• **EXERCISE INSTRUCTIONS**
Report each line of the records below that uses the word "Avenue".

BEGIN THE RECORDS

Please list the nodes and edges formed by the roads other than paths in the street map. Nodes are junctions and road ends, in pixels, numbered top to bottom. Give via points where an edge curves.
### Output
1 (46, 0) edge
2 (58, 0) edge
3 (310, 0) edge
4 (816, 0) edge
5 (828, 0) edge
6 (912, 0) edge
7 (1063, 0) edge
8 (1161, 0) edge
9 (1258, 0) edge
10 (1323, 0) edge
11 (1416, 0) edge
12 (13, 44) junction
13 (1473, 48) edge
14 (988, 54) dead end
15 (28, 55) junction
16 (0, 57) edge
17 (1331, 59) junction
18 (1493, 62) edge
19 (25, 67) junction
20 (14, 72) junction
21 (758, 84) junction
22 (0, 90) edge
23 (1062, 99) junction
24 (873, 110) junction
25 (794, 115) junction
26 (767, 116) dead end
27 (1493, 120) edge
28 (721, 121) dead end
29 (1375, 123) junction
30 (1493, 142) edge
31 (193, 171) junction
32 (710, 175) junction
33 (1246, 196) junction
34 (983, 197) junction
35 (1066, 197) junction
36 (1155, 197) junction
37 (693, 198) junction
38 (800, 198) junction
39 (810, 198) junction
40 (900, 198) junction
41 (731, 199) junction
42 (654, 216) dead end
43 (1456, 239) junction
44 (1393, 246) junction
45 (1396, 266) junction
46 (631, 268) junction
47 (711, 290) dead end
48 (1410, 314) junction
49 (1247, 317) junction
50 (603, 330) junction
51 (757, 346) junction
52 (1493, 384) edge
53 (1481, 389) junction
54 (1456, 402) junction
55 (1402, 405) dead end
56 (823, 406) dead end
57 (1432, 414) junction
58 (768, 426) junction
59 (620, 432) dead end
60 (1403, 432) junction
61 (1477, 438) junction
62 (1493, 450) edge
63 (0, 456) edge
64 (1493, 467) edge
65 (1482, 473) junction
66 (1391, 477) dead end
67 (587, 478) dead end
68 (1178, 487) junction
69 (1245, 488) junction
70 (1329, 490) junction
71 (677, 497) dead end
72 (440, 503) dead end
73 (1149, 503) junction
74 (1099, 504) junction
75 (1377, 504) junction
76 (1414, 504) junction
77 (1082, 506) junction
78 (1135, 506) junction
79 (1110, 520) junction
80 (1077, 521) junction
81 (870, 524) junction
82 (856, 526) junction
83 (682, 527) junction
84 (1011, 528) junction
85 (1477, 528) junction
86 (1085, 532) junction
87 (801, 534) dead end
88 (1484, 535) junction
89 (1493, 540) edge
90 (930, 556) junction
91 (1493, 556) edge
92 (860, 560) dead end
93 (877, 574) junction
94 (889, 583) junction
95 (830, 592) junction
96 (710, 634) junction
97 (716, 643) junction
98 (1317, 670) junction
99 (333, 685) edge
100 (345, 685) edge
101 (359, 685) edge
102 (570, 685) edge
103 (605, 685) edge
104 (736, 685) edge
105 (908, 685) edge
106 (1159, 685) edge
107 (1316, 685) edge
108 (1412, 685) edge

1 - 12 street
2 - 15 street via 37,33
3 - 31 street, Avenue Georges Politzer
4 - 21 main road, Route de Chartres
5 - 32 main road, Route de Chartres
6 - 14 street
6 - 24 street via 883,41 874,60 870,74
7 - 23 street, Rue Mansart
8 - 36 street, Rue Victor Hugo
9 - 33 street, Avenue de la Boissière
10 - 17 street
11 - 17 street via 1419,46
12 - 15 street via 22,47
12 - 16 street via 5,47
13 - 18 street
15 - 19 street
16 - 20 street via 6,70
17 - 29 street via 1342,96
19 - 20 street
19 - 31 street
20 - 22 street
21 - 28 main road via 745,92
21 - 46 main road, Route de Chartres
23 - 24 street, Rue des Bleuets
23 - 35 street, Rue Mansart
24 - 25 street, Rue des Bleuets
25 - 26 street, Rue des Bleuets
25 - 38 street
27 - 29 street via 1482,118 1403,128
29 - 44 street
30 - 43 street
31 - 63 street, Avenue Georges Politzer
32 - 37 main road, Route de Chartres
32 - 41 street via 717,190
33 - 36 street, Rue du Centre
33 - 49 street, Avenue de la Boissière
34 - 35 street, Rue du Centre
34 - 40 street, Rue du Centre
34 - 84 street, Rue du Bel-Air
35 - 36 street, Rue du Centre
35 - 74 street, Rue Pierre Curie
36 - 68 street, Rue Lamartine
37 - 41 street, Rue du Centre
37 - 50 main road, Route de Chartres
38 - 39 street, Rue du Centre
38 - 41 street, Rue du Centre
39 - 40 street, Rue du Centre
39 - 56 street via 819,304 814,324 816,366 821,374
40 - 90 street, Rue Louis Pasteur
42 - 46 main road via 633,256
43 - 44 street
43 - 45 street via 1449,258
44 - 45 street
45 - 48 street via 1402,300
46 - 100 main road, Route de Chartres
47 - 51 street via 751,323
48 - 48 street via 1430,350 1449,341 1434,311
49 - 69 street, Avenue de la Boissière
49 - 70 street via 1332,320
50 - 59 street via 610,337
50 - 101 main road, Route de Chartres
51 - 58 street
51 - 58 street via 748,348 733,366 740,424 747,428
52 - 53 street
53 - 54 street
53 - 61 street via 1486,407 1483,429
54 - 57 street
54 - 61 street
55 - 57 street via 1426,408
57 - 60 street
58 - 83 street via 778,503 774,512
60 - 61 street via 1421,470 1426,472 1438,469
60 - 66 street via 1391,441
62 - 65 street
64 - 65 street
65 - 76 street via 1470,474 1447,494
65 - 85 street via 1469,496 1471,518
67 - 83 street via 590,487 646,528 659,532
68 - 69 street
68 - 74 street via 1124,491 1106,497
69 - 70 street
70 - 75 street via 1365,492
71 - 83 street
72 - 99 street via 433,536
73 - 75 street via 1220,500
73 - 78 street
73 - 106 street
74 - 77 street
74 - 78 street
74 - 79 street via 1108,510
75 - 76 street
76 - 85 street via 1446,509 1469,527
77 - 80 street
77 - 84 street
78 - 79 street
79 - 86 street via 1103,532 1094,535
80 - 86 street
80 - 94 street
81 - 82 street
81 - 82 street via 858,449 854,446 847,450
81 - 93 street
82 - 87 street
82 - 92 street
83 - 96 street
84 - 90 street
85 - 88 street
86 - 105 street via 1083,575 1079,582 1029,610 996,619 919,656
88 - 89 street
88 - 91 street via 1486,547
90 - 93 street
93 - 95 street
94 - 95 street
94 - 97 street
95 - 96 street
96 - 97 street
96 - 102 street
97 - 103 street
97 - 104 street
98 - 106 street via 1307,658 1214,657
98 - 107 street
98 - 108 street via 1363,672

END THE RECORDS

• **ANSWER TO THE PROBLEM**
3 - 31 street, Avenue Georges Politzer
9 - 33 street, Avenue de la Boissière
31 - 63 street, Avenue Georges Politzer
33 - 49 street, Avenue de la Boissière
49 - 69 street, Avenue de la Boissière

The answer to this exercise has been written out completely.